**Provided records:**
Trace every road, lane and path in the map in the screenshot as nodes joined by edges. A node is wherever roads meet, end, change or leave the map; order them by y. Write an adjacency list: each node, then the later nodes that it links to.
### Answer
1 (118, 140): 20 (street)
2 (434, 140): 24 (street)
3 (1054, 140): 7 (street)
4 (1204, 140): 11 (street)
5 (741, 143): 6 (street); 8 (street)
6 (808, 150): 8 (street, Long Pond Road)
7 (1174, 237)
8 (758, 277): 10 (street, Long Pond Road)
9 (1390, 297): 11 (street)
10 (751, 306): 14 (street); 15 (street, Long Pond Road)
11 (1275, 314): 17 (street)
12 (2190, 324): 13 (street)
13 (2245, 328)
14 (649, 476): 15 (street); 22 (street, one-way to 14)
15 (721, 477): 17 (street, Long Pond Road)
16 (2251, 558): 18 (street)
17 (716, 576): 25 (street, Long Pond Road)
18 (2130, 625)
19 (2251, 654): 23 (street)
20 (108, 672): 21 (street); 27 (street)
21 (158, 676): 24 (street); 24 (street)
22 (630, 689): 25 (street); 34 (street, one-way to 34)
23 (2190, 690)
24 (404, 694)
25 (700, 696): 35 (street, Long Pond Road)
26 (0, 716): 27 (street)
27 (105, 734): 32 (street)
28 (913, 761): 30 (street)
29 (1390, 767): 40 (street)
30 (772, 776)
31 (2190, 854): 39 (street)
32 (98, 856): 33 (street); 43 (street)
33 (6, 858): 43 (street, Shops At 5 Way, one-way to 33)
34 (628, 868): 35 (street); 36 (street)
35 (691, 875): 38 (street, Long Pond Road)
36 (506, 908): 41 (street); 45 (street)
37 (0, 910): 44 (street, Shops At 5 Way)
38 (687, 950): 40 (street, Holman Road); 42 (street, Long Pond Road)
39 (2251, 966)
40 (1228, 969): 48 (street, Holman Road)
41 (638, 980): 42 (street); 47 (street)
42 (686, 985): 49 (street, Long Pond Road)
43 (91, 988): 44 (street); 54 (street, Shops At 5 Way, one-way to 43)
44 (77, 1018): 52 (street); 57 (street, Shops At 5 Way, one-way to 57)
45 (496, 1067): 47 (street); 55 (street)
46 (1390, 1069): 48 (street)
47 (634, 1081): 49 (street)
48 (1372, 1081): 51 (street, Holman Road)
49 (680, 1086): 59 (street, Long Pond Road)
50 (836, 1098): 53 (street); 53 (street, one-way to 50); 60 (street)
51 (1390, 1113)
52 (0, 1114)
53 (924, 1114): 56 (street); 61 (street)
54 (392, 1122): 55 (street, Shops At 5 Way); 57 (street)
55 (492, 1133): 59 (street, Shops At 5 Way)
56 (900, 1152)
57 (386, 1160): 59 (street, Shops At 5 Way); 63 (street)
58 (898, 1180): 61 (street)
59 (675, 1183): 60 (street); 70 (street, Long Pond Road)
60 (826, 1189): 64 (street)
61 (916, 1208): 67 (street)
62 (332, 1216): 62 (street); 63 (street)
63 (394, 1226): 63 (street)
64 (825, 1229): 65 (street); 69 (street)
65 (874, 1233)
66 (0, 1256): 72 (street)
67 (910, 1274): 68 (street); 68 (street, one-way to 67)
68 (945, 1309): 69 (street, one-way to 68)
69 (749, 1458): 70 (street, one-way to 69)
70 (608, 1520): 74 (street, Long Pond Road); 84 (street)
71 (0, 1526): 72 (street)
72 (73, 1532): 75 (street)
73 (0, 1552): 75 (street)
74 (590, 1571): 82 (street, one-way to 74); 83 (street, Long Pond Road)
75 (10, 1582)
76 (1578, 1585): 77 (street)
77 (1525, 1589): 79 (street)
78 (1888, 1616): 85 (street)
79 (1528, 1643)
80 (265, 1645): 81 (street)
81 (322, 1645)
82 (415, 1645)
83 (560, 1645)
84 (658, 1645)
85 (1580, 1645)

**What the task requires:** Please set down all of the data above again, matching it exactly.

**Solved exercise:**
Trace every road, lane and path in the map in the screenshot as nodes joined by edges. A node is wherever roads meet, end, change or leave the map; order them by y. Write an adjacency list: each node, then the later nodes that it links to.
### Answer
1 (118, 140): 20 (street)
2 (434, 140): 24 (street)
3 (1054, 140): 7 (street)
4 (1204, 140): 11 (street)
5 (741, 143): 6 (street); 8 (street)
6 (808, 150): 8 (street, Long Pond Road)
7 (1174, 237)
8 (758, 277): 10 (street, Long Pond Road)
9 (1390, 297): 11 (street)
10 (751, 306): 14 (street); 15 (street, Long Pond Road)
11 (1275, 314): 17 (street)
12 (2190, 324): 13 (street)
13 (2245, 328)
14 (649, 476): 15 (street); 22 (street, one-way to 14)
15 (721, 477): 17 (street, Long Pond Road)
16 (2251, 558): 18 (street)
17 (716, 576): 25 (street, Long Pond Road)
18 (2130, 625)
19 (2251, 654): 23 (street)
20 (108, 672): 21 (street); 27 (street)
21 (158, 676): 24 (street); 24 (street)
22 (630, 689): 25 (street); 34 (street, one-way to 34)
23 (2190, 690)
24 (404, 694)
25 (700, 696): 35 (street, Long Pond Road)
26 (0, 716): 27 (street)
27 (105, 734): 32 (street)
28 (913, 761): 30 (street)
29 (1390, 767): 40 (street)
30 (772, 776)
31 (2190, 854): 39 (street)
32 (98, 856): 33 (street); 43 (street)
33 (6, 858): 43 (street, Shops At 5 Way, one-way to 33)
34 (628, 868): 35 (street); 36 (street)
35 (691, 875): 38 (street, Long Pond Road)
36 (506, 908): 41 (street); 45 (street)
37 (0, 910): 44 (street, Shops At 5 Way)
38 (687, 950): 40 (street, Holman Road); 42 (street, Long Pond Road)
39 (2251, 966)
40 (1228, 969): 48 (street, Holman Road)
41 (638, 980): 42 (street); 47 (street)
42 (686, 985): 49 (street, Long Pond Road)
43 (91, 988): 44 (street); 54 (street, Shops At 5 Way, one-way to 43)
44 (77, 1018): 52 (street); 57 (street, Shops At 5 Way, one-way to 57)
45 (496, 1067): 47 (street); 55 (street)
46 (1390, 1069): 48 (street)
47 (634, 1081): 49 (street)
48 (1372, 1081): 51 (street, Holman Road)
49 (680, 1086): 59 (street, Long Pond Road)
50 (836, 1098): 53 (street); 53 (street, one-way to 50); 60 (street)
51 (1390, 1113)
52 (0, 1114)
53 (924, 1114): 56 (street); 61 (street)
54 (392, 1122): 55 (street, Shops At 5 Way); 57 (street)
55 (492, 1133): 59 (street, Shops At 5 Way)
56 (900, 1152)
57 (386, 1160): 59 (street, Shops At 5 Way); 63 (street)
58 (898, 1180): 61 (street)
59 (675, 1183): 60 (street); 70 (street, Long Pond Road)
60 (826, 1189): 64 (street)
61 (916, 1208): 67 (street)
62 (332, 1216): 62 (street); 63 (street)
63 (394, 1226): 63 (street)
64 (825, 1229): 65 (street); 69 (street)
65 (874, 1233)
66 (0, 1256): 72 (street)
67 (910, 1274): 68 (street); 68 (street, one-way to 67)
68 (945, 1309): 69 (street, one-way to 68)
69 (749, 1458): 70 (street, one-way to 69)
70 (608, 1520): 74 (street, Long Pond Road); 84 (street)
71 (0, 1526): 72 (street)
72 (73, 1532): 75 (street)
73 (0, 1552): 75 (street)
74 (590, 1571): 82 (street, one-way to 74); 83 (street, Long Pond Road)
75 (10, 1582)
76 (1578, 1585): 77 (street)
77 (1525, 1589): 79 (street)
78 (1888, 1616): 85 (street)
79 (1528, 1643)
80 (265, 1645): 81 (street)
81 (322, 1645)
82 (415, 1645)
83 (560, 1645)
84 (658, 1645)
85 (1580, 1645)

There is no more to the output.